Подземные пауки сейчас, верно, пожирают червей или же самцы совокупляются с самками. Они такие же омерзительные существа, как и люди. Пин направляет ствол пистолета на вход в нору, желая поубивать пауков. Интересно, что произойдет, если раздастся выстрел. Дома отсюда далеко, и вряд ли кто разберет, где стреляли. А потом немцы и полицейские часто палят по ночам в случайных прохожих, разгуливающих после комендантского часа.
Пин наставляет пистолет на нору и кладет палец на спусковой крючок. Невозможно удержаться, чтобы не нажать, но пистолет, конечно, поставлен на предохранитель, а Пин не знает, как он снимается.
Выстрел раздается так внезапно, что Пин не успевает даже почувствовать, когда он нажал на крючок. Пистолет выпал у него из рук, он дымится и заляпан землей. Туннель, ведущий в нору, обвалился. Сверху катятся комья глины, и трава вокруг обуглилась.
Пина охватывает сперва страх, а потом — восторг.
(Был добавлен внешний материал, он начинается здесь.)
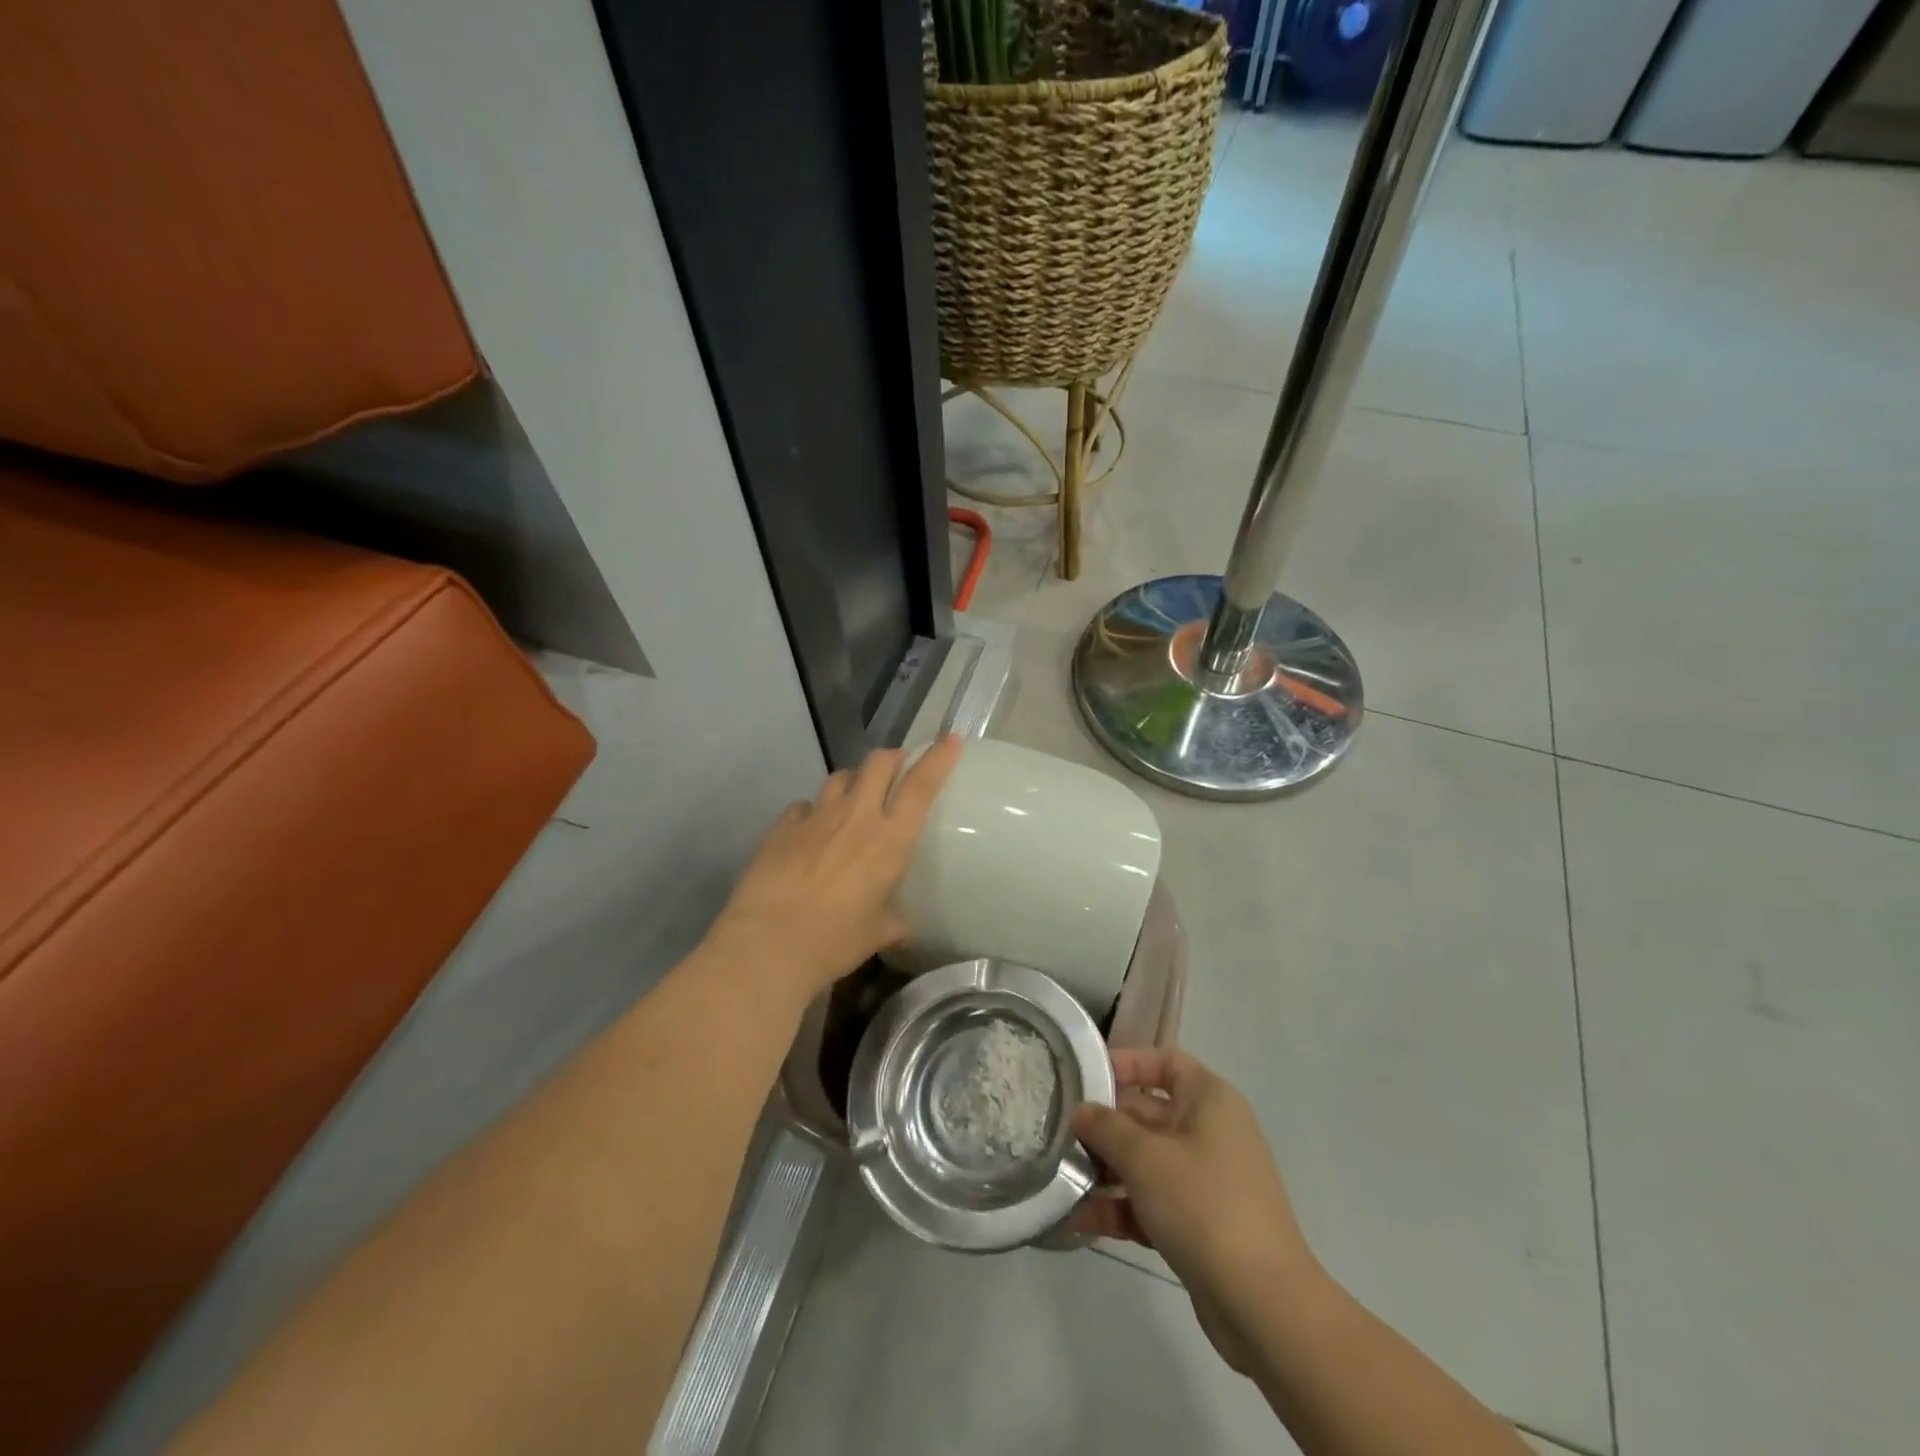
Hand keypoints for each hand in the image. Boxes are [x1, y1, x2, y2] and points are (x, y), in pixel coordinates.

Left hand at [706, 736, 961, 1002]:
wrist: (768, 944)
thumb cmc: (834, 941)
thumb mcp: (876, 934)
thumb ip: (893, 922)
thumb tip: (901, 927)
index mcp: (889, 840)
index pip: (921, 785)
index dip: (938, 758)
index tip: (950, 740)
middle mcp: (856, 817)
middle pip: (878, 763)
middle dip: (892, 758)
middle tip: (897, 769)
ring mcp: (816, 817)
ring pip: (840, 777)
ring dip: (854, 781)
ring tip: (854, 798)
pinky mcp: (782, 826)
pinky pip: (804, 806)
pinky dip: (813, 811)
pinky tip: (810, 831)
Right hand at [1071, 1049, 1318, 1374]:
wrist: (1264, 1304)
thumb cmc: (1203, 1205)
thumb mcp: (1144, 1158)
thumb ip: (1106, 1127)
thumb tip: (1081, 1111)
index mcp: (1209, 1100)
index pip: (1164, 1061)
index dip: (1126, 1063)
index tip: (1084, 1077)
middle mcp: (1211, 1131)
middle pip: (1148, 1113)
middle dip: (1105, 1126)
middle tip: (1060, 1134)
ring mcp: (1207, 1179)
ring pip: (1147, 1161)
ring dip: (1107, 1171)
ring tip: (1065, 1182)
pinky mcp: (1201, 1223)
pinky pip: (1154, 1201)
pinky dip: (1123, 1208)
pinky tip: (1082, 1221)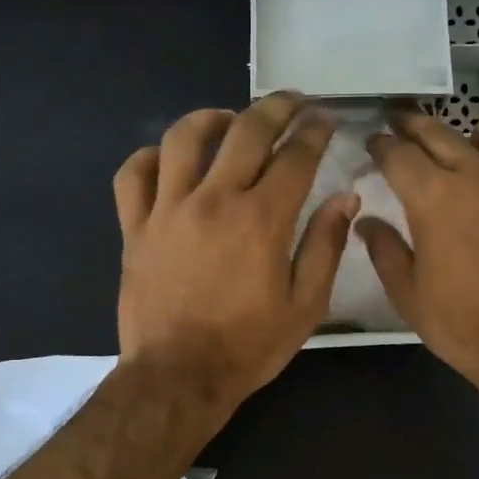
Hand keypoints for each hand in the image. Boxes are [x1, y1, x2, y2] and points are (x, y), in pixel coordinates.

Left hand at [114, 93, 355, 413]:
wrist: (179, 376)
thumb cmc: (248, 346)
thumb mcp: (305, 306)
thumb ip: (325, 246)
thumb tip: (344, 198)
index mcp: (262, 219)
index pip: (295, 156)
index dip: (315, 132)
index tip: (326, 120)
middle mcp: (214, 200)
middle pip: (245, 131)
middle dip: (275, 107)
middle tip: (291, 102)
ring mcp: (168, 210)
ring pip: (183, 138)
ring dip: (211, 118)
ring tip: (229, 119)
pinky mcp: (135, 227)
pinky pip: (133, 175)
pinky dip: (150, 157)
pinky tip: (168, 159)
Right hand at [360, 104, 478, 396]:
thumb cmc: (461, 324)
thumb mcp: (407, 293)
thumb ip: (384, 250)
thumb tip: (366, 222)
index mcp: (434, 198)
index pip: (398, 154)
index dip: (380, 145)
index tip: (373, 143)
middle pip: (441, 131)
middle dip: (413, 123)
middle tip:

Все получилось так здорово, и порохом пахнет очень приятно. Но его пугает, что лягушки вдруг умолкли; наступила полнейшая тишина, словно его выстрелом убита вся земля. Потом какая-то дальняя лягушка снова заводит песню, за ней другая, поближе, к той присоединяются остальные, и вот уже снова звучит весь хор. Пину кажется, что лягушки квакают теперь громче, гораздо громче, чем прежде. Возле домов лает собака, и какая-то женщина что-то кричит из окна. Больше стрелять Пин не станет, потому что и тишина, и все эти звуки наводят на него страх. Однако завтра ночью он вернется; тогда уж его ничто не испугает, и он выпустит все патроны; он будет стрелять даже в нетопырей и в кошек, шныряющих подле курятников.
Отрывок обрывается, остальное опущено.